A écouter : Lit accent, Groupie, Each one of us, Diamond snake, Vinylize

Si tu devais te présenter en quelques mots…

Une étrangère.

Peux-tu nous raconter tes débuts sur scène ?

La légende veut que lorsque j’avais deux ans, nous sommes allées avec ma mère dans un restaurant où une chanteuse se produisait sur scène. Je me suis approchée et j’ai dit « I want to be there ». Alors la chanteuse m’a fait monter et j’ai chanté une chanson. C’était ma première scène.

Et ensuite ?

Ensuite, j’ai fait partie d’une chorale d’enfants. La prof utilisait une méthode soufi, qui amenait de la spiritualité dans le chant. Avec cette chorale, je suis partie à l’âge de treize ans en Roumanie et en Russie, c’était juste après la chute du rideau et ça a été l’apothéose de mon expérience avec ce groupe. Ensuite, avec ma famille, on est partis vivre à la montagne, sans électricité et sans téléphone. Du coup, j’ai commencé la guitare et je suis devenue comme obsédée par la poésie. Ces poésies sont très vite devenues des chansons, que j’ai jouées devant mes amis. A 16 ans, j’ai déménagé à Seattle. J’étais autonome et j’ai acheté un permis pour jouer sur la grande place du marché, qui permet de faire la manche officiellement. A 18 ans, je suis venue en Europe et j’ai continué à jouer dans la rue et dans le métro. J’ai été découverte par un squat qui venait alors d’ouvrir : c’était le Glazart. J’y ai rencontré d’autres musiciens, avant de tenter un groupe en déménageant à Portland. Là bas, quand tu es une fille qui ne se drogue pas, avec une voix aiguë et des cheveux longs, tu es immédiatement cataloguée comme chanteuse folk. Sauf que ça ne correspondait pas à mon vécu. A la même époque, PJ Harvey avait sorti son album Dry, et j’ai commencé à composer dans ce sens. Les gens ne comprenaient pas…

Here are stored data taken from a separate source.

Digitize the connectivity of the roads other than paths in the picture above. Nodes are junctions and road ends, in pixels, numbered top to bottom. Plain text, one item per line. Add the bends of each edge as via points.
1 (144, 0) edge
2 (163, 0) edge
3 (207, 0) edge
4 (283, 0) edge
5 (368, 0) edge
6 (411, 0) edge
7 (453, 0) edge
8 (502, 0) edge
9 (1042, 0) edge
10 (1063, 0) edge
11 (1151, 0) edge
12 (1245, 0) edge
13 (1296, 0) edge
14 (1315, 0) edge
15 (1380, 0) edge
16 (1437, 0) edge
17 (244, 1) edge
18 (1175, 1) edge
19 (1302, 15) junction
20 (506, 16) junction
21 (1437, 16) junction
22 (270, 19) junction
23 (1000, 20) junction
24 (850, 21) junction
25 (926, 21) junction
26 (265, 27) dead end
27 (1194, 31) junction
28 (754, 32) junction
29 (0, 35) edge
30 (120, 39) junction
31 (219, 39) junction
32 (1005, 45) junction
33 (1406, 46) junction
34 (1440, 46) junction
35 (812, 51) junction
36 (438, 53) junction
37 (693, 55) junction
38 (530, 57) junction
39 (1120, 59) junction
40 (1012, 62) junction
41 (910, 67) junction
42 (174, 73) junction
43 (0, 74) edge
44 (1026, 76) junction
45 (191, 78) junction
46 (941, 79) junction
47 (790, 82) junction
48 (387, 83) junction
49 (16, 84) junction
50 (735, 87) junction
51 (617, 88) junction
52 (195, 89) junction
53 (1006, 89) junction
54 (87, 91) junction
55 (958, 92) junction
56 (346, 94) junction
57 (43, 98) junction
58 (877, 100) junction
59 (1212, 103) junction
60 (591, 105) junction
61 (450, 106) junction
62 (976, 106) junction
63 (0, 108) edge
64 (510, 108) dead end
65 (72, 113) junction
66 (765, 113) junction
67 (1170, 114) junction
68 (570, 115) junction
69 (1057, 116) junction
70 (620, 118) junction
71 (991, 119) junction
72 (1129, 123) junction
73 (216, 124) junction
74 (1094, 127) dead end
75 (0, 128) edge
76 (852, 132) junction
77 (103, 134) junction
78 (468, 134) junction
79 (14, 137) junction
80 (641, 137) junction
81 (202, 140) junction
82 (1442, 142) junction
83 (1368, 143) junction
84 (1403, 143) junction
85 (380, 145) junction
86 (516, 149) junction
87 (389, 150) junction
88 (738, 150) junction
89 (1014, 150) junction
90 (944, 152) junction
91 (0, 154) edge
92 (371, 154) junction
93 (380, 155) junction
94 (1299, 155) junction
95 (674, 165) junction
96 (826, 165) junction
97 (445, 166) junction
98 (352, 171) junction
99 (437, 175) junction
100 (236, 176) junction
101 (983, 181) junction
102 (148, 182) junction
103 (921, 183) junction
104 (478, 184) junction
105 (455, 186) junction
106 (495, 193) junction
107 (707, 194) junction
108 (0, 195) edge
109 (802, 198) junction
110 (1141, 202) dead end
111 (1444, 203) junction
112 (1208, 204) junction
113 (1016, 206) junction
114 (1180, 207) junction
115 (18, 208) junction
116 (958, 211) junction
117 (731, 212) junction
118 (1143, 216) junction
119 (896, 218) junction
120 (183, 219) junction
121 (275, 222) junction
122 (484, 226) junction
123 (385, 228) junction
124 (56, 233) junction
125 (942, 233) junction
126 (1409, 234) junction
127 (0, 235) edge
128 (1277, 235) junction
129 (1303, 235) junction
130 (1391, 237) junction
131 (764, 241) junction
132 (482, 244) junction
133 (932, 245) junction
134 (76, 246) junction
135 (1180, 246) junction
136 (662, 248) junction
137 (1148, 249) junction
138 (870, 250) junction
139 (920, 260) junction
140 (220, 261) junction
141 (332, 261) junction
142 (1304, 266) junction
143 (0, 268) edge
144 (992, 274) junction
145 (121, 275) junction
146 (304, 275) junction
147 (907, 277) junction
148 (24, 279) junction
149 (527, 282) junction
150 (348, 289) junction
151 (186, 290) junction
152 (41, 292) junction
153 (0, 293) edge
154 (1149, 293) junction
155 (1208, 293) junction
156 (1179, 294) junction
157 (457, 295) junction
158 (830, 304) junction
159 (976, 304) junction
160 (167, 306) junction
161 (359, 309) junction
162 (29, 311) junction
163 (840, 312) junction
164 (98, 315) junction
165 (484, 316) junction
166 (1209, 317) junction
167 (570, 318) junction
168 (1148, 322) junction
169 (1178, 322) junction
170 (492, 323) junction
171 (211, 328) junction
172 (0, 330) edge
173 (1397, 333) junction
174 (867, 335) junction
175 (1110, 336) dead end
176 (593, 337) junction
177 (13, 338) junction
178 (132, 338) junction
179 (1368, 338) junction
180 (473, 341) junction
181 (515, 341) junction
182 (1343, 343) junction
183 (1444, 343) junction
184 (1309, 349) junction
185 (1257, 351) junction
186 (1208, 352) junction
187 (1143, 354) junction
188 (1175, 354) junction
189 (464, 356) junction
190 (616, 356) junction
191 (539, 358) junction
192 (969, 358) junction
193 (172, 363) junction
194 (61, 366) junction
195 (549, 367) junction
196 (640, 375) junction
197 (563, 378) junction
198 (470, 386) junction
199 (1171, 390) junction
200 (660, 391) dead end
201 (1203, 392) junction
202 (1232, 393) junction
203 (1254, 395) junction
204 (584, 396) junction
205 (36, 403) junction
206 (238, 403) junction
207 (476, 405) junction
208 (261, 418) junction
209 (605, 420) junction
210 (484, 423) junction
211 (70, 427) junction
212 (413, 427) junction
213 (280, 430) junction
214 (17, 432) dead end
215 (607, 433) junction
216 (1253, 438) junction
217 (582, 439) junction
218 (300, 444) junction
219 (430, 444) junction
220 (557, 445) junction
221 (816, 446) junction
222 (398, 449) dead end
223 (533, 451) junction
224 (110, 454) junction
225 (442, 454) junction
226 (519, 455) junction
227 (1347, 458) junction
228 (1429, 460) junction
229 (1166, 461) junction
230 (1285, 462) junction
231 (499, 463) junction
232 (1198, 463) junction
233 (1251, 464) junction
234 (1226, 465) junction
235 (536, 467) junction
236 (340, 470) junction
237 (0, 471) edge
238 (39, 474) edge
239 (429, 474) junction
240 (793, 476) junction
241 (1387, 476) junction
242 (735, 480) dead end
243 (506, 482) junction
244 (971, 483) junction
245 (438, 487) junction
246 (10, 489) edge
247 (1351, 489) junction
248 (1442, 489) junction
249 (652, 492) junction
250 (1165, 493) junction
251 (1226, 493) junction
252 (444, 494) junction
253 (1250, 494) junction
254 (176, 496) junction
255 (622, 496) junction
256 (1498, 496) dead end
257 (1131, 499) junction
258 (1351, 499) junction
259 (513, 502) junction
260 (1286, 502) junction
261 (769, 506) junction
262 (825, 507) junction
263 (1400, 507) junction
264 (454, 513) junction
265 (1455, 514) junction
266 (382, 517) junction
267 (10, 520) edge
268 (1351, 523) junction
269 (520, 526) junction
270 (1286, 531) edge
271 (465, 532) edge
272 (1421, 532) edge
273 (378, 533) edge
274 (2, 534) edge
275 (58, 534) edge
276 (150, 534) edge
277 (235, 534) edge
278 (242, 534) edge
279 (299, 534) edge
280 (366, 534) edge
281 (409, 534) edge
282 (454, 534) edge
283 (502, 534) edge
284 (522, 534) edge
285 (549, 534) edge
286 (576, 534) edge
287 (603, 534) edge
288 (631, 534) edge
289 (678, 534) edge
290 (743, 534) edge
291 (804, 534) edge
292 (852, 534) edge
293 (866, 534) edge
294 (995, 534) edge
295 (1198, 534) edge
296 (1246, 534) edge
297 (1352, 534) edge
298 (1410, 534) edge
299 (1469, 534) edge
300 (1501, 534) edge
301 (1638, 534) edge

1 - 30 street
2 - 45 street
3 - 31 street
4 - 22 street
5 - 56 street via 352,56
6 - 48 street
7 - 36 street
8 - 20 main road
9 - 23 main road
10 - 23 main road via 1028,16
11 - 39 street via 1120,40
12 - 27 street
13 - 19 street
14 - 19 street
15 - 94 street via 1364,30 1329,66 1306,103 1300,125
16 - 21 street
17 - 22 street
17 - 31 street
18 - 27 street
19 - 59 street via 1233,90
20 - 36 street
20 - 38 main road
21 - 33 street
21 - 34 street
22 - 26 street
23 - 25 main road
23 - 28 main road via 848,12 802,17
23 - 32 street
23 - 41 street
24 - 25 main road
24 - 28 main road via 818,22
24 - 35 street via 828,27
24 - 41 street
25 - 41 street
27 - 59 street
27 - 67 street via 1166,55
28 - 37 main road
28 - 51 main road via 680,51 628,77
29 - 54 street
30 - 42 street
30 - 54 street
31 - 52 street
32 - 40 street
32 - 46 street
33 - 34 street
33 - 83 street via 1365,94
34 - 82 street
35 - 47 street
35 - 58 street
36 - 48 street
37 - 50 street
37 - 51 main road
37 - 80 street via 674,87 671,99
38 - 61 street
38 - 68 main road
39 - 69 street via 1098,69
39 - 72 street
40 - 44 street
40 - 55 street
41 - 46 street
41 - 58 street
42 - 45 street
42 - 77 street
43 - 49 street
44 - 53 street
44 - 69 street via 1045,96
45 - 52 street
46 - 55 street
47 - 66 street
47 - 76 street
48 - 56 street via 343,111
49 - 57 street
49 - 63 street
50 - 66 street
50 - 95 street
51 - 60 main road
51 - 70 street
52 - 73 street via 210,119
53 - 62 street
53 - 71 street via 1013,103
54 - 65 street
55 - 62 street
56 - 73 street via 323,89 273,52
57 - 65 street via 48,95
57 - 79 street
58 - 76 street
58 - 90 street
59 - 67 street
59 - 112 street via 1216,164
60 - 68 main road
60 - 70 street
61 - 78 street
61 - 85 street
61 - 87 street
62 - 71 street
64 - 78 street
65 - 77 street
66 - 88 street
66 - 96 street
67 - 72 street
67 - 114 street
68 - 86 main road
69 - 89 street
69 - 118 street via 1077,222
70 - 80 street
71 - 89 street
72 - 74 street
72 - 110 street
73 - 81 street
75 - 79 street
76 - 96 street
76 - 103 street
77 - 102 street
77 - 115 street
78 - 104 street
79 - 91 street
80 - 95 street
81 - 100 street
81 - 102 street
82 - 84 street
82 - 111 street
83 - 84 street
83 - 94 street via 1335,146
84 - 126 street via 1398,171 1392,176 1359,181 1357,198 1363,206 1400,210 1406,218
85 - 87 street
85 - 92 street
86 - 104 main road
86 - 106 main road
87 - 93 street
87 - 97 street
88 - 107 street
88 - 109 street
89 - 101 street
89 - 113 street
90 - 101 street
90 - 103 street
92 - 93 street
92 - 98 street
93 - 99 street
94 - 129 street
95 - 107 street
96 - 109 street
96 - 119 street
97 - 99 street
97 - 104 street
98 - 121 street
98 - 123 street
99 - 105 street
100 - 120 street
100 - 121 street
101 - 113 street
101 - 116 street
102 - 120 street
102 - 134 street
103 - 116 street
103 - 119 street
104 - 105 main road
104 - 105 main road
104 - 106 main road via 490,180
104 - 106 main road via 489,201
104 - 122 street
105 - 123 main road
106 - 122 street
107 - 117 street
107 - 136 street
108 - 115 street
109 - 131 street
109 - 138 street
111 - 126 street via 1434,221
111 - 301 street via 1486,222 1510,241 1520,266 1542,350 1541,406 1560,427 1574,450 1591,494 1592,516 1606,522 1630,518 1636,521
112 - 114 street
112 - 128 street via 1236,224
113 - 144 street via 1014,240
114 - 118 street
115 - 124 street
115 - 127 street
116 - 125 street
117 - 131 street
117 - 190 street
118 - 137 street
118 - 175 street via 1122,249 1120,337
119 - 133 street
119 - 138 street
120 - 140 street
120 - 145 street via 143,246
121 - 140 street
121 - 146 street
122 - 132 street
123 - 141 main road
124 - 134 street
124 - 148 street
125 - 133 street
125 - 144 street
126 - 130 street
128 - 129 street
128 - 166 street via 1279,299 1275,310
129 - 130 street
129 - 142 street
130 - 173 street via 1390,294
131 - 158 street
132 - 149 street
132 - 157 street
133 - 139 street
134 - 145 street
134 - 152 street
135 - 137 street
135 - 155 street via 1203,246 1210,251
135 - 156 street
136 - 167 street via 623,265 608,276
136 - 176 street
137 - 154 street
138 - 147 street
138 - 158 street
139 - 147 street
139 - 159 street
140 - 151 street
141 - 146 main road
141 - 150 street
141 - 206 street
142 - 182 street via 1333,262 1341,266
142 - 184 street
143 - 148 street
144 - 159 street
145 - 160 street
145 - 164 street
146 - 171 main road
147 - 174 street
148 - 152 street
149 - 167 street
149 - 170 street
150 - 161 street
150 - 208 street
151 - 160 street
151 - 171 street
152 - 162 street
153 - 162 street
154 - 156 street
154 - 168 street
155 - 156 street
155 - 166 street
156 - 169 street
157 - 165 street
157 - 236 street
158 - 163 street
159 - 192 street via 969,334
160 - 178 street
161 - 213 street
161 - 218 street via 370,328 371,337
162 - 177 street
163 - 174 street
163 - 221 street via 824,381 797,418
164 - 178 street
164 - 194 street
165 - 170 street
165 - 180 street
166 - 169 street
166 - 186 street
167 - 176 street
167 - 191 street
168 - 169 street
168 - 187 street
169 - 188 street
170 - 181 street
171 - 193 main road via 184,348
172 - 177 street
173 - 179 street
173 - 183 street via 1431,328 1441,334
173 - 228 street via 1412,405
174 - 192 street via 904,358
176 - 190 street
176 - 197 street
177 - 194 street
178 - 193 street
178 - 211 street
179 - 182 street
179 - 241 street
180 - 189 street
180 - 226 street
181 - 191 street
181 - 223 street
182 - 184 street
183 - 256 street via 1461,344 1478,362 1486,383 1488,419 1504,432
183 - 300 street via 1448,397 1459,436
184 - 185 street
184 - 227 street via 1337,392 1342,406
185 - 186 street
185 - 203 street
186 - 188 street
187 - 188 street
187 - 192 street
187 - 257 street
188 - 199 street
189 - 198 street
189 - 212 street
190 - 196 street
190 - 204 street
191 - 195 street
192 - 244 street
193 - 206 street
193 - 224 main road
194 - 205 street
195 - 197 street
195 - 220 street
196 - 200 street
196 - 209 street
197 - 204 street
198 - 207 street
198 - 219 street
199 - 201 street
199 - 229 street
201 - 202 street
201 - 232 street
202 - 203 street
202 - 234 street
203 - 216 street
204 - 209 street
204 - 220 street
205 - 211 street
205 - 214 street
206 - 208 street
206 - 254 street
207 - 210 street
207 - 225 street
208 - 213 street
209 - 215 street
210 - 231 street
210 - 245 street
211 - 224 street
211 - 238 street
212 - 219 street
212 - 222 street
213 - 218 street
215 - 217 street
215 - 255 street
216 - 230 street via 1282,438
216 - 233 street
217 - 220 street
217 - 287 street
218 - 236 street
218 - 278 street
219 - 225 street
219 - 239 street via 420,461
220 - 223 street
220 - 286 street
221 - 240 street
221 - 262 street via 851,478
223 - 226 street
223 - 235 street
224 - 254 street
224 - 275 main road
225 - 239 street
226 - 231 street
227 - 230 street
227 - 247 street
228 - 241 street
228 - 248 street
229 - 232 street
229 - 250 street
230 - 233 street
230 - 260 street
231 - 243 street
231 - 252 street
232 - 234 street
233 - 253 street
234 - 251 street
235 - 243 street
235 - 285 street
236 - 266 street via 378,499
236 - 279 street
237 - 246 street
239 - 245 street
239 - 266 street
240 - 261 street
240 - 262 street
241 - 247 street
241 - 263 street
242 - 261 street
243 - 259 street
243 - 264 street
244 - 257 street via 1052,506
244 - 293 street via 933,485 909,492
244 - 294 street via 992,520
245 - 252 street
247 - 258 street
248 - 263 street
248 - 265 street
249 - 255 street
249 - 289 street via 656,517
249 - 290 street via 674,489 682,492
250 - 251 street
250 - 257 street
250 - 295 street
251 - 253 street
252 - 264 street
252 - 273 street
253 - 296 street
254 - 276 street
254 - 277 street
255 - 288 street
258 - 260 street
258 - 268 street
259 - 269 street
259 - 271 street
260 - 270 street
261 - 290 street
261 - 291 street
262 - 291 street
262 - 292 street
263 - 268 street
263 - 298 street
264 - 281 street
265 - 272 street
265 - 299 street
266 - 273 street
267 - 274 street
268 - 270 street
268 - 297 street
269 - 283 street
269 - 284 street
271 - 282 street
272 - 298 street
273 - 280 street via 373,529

Etonnamment, je me suis mise à chanter des vieux standards du jazz ; j’ai toujours été fascinée par la années 1940. Je trouve l’histoire du jazz magique et je me suis rendue compte que je pouvais en faire. Suaf qu’aux Etats-Unis, il n’y a pas d’école de jazz formatée. Là-bas, c’est un truc de vieux mecs alcooliques. Comme j’avais perdu mon père à cause de l’alcoolisme deux ans auparavant, c’était peut-être pour moi un moyen de le retrouver. Au départ, personne ne voulait que je fasse ça. Dans le jazz, il y a des codes simples mais personne ne te les dit. Il a fallu apprendre sur le tas. C’était intrigant mais le fait de ne pas chanter mes compositions m’apportait une sorte de protection. Comme je suis têtue et courageuse, j’ai persisté et je comptais lancer un projet électro jazz en Europe. La chute des tours à New-York en a décidé autrement, et le collègue avec qui je devais faire ce projet est tombé dans un escalier et s’est cassé les deux bras et une jambe. Du coup, comme je n’avais plus un rond, j’ai joué dans les clubs de jazz de New-York. C’est une expérience très enrichissante, qui m’a vraiment formée pour le live. Le côté émotionnel et spirituel est très important. C’est à cette époque que j’ai signé chez Blue Note.

Ce n’est pas ton premier album. L’as tu envisagé différemment des précédents ?

Oui, il y a de vraies différences, surtout dans l’écriture des textes, qui est plus légère, moins poétique, même si je garde les mêmes obsessions. Chaque projet est différent. Celui-ci fait partie d’un ensemble de quarante morceaux. Ensuite, je voulais arranger et écrire comme ça venait, même si ça ne me ressemblait pas… Au départ, j’enregistrais dix secondes de voix, qui servaient de base à une piste. Par dessus, j’enregistrais en temps réel, en rajoutant des couches et des couches d’idées, venant de plusieurs personnes. C’est difficile de partager, quand l’album est son bébé. Mais là, j’avais décidé dès le départ d’un bébé qui ne me ressemble pas… même s’il me ressemble quand même ! Mais dans l’enregistrement final, la voix originelle reste. Et parmi les quarante morceaux, j’ai choisi les plus commerciaux… Il n’y a pas de honte à ça ! Celui-ci s’appelle Invisible 1, il y aura un Invisible 2 à venir.

Brisa Roché1

C’est difficile de mélanger ainsi tous les styles ?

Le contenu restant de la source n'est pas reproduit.